Input for this task START
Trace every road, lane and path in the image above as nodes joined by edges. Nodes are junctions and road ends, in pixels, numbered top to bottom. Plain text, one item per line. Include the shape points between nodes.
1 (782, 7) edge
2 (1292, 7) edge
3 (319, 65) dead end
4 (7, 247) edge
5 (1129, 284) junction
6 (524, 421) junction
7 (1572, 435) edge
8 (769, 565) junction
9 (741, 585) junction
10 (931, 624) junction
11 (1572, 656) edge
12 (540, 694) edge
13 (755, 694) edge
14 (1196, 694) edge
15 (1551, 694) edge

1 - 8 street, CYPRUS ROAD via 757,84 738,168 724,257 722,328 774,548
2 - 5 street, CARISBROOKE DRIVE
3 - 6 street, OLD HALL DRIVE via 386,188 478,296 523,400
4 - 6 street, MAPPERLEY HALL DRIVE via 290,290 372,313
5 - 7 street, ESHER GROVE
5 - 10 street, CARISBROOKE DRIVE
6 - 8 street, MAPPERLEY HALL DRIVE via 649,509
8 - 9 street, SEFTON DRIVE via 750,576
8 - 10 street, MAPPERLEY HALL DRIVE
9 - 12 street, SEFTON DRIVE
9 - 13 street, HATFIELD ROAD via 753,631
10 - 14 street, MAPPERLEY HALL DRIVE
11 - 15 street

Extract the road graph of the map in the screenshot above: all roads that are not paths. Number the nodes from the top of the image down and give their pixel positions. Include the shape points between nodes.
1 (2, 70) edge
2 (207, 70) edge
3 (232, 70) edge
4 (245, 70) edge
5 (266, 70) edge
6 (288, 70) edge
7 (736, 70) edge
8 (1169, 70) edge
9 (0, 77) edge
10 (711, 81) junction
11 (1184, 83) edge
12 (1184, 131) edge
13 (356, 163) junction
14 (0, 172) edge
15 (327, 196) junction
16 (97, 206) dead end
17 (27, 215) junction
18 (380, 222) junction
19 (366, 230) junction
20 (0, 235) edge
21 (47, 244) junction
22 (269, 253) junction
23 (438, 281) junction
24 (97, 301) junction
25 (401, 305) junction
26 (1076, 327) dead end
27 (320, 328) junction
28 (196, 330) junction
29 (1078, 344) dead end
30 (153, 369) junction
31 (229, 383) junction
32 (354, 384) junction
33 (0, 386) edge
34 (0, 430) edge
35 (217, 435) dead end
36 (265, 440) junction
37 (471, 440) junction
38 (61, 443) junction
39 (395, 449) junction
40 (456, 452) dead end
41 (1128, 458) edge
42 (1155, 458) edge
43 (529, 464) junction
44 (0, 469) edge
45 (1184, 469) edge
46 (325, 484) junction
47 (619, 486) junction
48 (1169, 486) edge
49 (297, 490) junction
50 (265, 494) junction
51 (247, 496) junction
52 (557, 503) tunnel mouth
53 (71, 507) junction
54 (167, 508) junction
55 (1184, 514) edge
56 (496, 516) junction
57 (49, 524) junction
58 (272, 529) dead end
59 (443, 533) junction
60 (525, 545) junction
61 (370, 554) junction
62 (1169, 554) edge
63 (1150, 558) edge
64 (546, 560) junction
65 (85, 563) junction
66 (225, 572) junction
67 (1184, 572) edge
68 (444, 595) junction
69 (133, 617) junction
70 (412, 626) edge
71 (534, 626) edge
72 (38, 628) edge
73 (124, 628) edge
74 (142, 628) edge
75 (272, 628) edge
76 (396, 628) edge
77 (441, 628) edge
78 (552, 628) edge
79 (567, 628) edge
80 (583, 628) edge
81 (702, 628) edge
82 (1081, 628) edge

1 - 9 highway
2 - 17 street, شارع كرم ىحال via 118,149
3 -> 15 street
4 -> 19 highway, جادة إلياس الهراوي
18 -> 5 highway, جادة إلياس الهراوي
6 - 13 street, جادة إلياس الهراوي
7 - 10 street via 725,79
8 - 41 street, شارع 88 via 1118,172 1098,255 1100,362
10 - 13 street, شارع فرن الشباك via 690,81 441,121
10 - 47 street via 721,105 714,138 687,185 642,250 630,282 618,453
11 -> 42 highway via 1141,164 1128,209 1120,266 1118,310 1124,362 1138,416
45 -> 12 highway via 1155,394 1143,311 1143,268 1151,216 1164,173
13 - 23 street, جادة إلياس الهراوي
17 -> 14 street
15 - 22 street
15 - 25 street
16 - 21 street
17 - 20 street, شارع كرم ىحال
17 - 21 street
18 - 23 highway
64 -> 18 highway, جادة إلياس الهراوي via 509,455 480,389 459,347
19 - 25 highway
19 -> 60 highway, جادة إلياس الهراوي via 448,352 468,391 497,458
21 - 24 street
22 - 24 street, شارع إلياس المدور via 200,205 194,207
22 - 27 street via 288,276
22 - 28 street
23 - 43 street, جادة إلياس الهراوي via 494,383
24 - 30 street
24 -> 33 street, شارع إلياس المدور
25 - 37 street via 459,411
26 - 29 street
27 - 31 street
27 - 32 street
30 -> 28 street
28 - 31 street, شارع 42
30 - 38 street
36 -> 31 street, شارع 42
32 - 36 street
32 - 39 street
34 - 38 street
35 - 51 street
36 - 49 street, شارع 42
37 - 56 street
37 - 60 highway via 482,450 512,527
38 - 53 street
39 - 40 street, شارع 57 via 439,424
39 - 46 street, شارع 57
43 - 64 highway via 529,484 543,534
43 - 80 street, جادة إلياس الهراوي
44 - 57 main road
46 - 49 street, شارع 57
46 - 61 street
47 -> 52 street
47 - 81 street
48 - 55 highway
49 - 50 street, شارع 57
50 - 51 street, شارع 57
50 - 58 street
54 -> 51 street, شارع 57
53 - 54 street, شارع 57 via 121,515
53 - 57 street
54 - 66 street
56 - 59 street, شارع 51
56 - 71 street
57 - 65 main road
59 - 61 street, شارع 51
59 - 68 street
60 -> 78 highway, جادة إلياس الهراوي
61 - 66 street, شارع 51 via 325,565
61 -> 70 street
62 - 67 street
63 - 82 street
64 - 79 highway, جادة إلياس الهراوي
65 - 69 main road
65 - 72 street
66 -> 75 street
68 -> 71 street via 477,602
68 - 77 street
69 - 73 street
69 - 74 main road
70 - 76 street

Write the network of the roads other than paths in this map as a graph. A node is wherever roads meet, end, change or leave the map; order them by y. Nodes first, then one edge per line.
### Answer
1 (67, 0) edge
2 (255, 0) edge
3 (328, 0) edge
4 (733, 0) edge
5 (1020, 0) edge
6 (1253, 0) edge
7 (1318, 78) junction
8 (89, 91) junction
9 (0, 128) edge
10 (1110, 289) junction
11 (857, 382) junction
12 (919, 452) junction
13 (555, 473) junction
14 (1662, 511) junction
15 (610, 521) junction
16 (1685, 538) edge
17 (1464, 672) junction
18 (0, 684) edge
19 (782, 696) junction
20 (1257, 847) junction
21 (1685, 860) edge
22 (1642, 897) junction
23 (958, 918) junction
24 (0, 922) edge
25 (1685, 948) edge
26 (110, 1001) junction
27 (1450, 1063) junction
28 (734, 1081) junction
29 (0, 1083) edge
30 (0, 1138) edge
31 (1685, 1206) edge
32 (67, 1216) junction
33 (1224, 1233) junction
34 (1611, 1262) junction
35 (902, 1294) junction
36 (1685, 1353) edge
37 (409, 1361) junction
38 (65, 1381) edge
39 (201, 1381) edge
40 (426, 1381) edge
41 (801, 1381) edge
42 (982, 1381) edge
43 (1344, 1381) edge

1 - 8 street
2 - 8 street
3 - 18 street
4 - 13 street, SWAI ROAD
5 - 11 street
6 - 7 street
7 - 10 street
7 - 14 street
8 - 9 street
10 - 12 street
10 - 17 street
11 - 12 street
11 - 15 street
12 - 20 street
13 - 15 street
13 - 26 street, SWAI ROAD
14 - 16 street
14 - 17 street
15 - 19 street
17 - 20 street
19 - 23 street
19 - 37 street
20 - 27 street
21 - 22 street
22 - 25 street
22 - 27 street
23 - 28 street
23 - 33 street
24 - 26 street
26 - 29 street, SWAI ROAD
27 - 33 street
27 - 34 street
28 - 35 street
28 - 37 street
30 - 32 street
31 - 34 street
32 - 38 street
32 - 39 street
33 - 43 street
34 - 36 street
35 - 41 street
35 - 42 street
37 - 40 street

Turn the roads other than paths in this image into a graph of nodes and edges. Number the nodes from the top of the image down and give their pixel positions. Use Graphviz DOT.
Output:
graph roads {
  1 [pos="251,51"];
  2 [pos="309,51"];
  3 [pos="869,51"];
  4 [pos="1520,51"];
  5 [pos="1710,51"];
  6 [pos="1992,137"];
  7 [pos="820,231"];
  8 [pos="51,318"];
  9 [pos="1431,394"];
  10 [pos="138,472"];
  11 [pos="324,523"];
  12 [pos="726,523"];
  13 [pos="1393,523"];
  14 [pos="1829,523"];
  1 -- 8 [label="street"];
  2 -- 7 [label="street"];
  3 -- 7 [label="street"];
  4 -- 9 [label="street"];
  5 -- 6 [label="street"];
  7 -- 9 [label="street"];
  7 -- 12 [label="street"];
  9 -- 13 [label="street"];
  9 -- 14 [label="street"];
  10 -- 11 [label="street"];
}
Input for this task END
(Problem requirements): Report each line in the data that holds the word "shape".

(Written solution):
Trace every road, lane and path in the image above as nodes joined by edges. Nodes are junctions and road ends, in pixels, numbered top to bottom. Plain text, one item per line. Include the shape points between nodes.
Extract the road graph of the map in the screenshot above: all roads that are not paths. Number the nodes from the top of the image down and give their pixel positions. Include the shape points between nodes.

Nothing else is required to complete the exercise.